New JIT backend: Host CPU. --acpp-targets=generic can now also target the host CPU through the generic JIT compiler. This can lead to performance improvements over the old omp compiler. E.g. on AMD Milan, babelstream's dot benchmark was observed to improve from 280GB/s to 380GB/s. This also means that it is no longer necessary to target omp to run on the CPU. generic is sufficient, and will likely perform better. Not having to compile for omp explicitly can also reduce compile times noticably (we observed e.g. ~15% for babelstream).
Persistent on-disk kernel cache: AdaptiveCpp 24.02 ships with an on-disk kernel cache for JIT compilations occuring when using --acpp-targets=generic. This can substantially reduce JIT overheads.
Automatic runtime specialization of kernels: When using --acpp-targets=generic, AdaptiveCpp can now automatically apply optimizations to kernels at JIT-time based on runtime knowledge. This can lead to noticable speedups in some cases, although the full potential of this is expected to only become apparent with future AdaptiveCpp versions.
- This means that achieving best possible performance might require running the application multiple times, as AdaptiveCpp will try to JIT-compile increasingly specialized kernels with each application run. This can be controlled using the ACPP_ADAPTIVITY_LEVEL environment variable. Set it to 0 to recover the old behavior. The default is currently 1. If you are running benchmarks, you may have to update your benchmarking infrastructure to run applications multiple times.

What's Changed in Detail

Full Changelog: https://github.com/AdaptiveCpp/AdaptiveCpp/compare/v23.10.0...v24.02.0

New Contributors

@blinkfrog made their first contribution in https://github.com/AdaptiveCpp/AdaptiveCpp/pull/1251
@acmnpv made their first contribution in https://github.com/AdaptiveCpp/AdaptiveCpp/pull/1368
@archibate made their first contribution in https://github.com/AdaptiveCpp/AdaptiveCpp/pull/1118

AdaptiveCpp - AdaptiveCpp 23.10.0

Published by illuhad 12 months ago

Highlights

This release contains several major features, and introduces a major shift in the project's capabilities:

New project name: AdaptiveCpp.
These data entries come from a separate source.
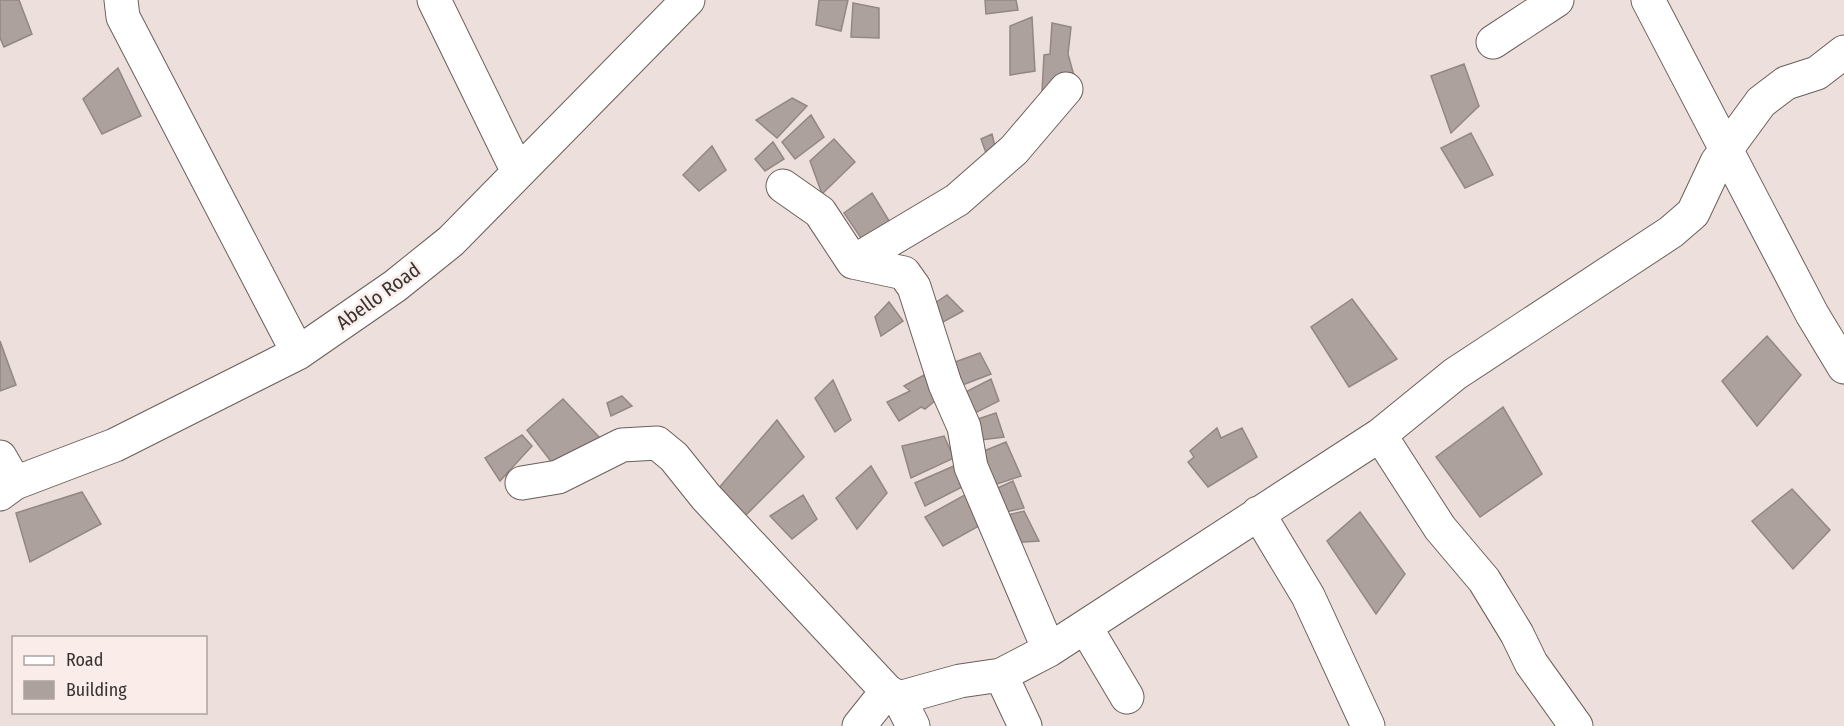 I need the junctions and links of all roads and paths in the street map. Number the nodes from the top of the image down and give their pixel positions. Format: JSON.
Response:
{"nodes":[{"id":1,"x":122,"y":0,"type":"edge"},
{"id":2,"x":434,"y":0,"type":"edge"},
{"id":3,"x":685,"y":0,"type":"edge"},
{"id":4,"x":1557,"y":0,"type":"edge"},
{"id":5,"x":1648,"y":0,"type":"edge"},
{"id":6,"x":1493,"y":42,"type":"dead end"},
{"id":7,"x":1844,"y":52,"type":"edge"},
{"id":8,"x":1066,"y":89,"type":"dead end"},
{"id":9,"x":1727,"y":148,"type":"junction"},
{"id":10,"x":518,"y":172,"type":"junction"},
{"id":11,"x":783,"y":186,"type":"dead end"},
{"id":12,"x":853,"y":262,"type":"junction"},
{"id":13,"x":298,"y":353,"type":"junction"},
{"id":14,"x":1844,"y":367,"type":"edge"},
{"id":15,"x":1380,"y":435,"type":"junction"},
{"id":16,"x":5,"y":478,"type":"edge"},
{"id":17,"x":522,"y":483,"type":"dead end"},
{"id":18,"x":1258,"y":513,"type":"junction"},
{"id":19,"x":1086,"y":628,"type":"junction"},
{"id":20,"x":1049,"y":650,"type":"junction"},
{"id":21,"x":1001,"y":675,"type":"junction"},
{"id":22,"x":1127,"y":697,"type":"dead end"},
{"id":23,"x":900,"y":705,"type":"edge"},
{"id":24,"x":859,"y":726,"type":"edge"},
{"id":25,"x":1025,"y":726,"type":"edge"},
{"id":26,"x":1368,"y":726,"type":"edge"},
{"id":27,"x":1576,"y":726,"type":"edge"}],
"edges":[{"from":1,"to":13,"type":"street"},
{"from":2,"to":10,"type":"street"},
{"from":3,"to":10,"type":"street","name":"Abello Road"},
{"from":4,"to":6,"type":"street"},
{"from":5,"to":9,"type":"street"},
{"from":7,"to":9,"type":"street"},
{"from":8,"to":12,"type":"street"},
{"from":9,"to":14,"type":"street"},
{"from":9,"to":15,"type":"street"},
{"from":10,"to":13,"type":"street","name":"Abello Road"},
{"from":11,"to":12,"type":"street"},
{"from":12,"to":20,"type":"street"},
{"from":13,"to":16,"type":"street","name":"Abello Road"},
{"from":15,"to":18,"type":"street"},
{"from":15,"to":27,"type":"street"},
{"from":17,"to":23,"type":"street"},
{"from":18,"to":19,"type":"street"},
{"from":18,"to":26,"type":"street"},
{"from":19,"to":20,"type":"street"},
{"from":19,"to":22,"type":"street"},
{"from":20,"to":21,"type":"street"},
{"from":21,"to":23,"type":"street"},
{"from":21,"to":25,"type":"street"},
{"from":23,"to":24,"type":"street"}]}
This release is the first release with the new name, and contains renamed, user-facing components. This includes e.g. renamed compiler (acpp), compiler flags (e.g. --acpp-targets), cmake integration and more. The old name is still supported for backward compatibility during a transitional period. For details on why this renaming occured, see https://github.com/AdaptiveCpp/AdaptiveCpp/issues/1147
The world's first single-pass SYCL compiler (--acpp-targets=generic): This release is the first release to contain our new single-pass compiler. This is the world's only SYCL compiler which does not need to parse the code multiple times to generate a binary. Instead, during the regular host compilation, LLVM IR for kernels is extracted and embedded in the binary. At runtime, this IR is then JIT-compiled to whatever is needed (currently supported is PTX, amdgcn and SPIR-V)
- As such, this new compiler design is also the first SYCL compiler to introduce a unified code representation across backends
- "Compile once, run anywhere" - the new design guarantees that every binary generated by acpp --acpp-targets=generic can directly be executed on all supported GPUs from Intel, NVIDIA and AMD. The new approach can dramatically reduce compile times, especially when many devices need to be targeted since the code still is only parsed a single time.
- See the paper for more details: https://dl.acm.org/doi/10.1145/3585341.3585351
The world's first SYCL implementation to support automatic offloading of C++ parallel STL algorithms (--acpp-stdpar). This heterogeneous programming model was until now primarily supported by NVIDIA's nvc++ for NVIDIA GPUs. AdaptiveCpp not only supports it for NVIDIA, AMD and Intel GPUs, but also conveniently allows to generate a binary that can dispatch to all supported devices using the new single-pass compiler. See here for details on this new experimental feature: https://github.com/AdaptiveCpp/AdaptiveCpp/blob/develop/doc/stdpar.md
Production support for Intel GPUs through the new single-pass compiler
New OpenCL backend - this new backend supports targeting OpenCL SPIR-V devices, such as Intel's CPU and GPU OpenCL runtimes, bringing the total number of supported backends to five.
Many bug fixes and performance optimizations!

What's changed

The full list of changes it too long for release pages; please see here for a comprehensive list of all changes:
Full Changelog: https://github.com/AdaptiveCpp/AdaptiveCpp/compare/v0.9.4...v23.10.0

New Contributors

@RaulPPelaez made their first contribution in https://github.com/AdaptiveCpp/AdaptiveCpp/pull/967
@Momellouky made their first contribution in https://github.com/AdaptiveCpp/AdaptiveCpp/pull/1017
@tdavidcl made their first contribution in https://github.com/AdaptiveCpp/AdaptiveCpp/pull/965
@tom91136 made their first contribution in https://github.com/AdaptiveCpp/AdaptiveCpp/pull/1065
@0dminnimda made their first contribution in https://github.com/AdaptiveCpp/AdaptiveCpp/pull/1080
@eirrgang made their first contribution in https://github.com/AdaptiveCpp/AdaptiveCpp/pull/1069
@jamesreinders made their first contribution in https://github.com/AdaptiveCpp/AdaptiveCpp/pull/1157
@bashbaug made their first contribution in https://github.com/AdaptiveCpp/AdaptiveCpp/pull/1163
@karolherbst made their first contribution in https://github.com/AdaptiveCpp/AdaptiveCpp/pull/1177
@Calandracas606 made their first contribution in https://github.com/AdaptiveCpp/AdaptiveCpp/pull/1204
@gogo2 made their first contribution in https://github.com/AdaptiveCpp/AdaptiveCpp/pull/1209

AdaptiveCpp - AdaptiveCpp 23.10.0 alpha prerelease

Published by illuhad about 1 year ago

This is a prerelease for the upcoming 23.10.0 to provide a testing target.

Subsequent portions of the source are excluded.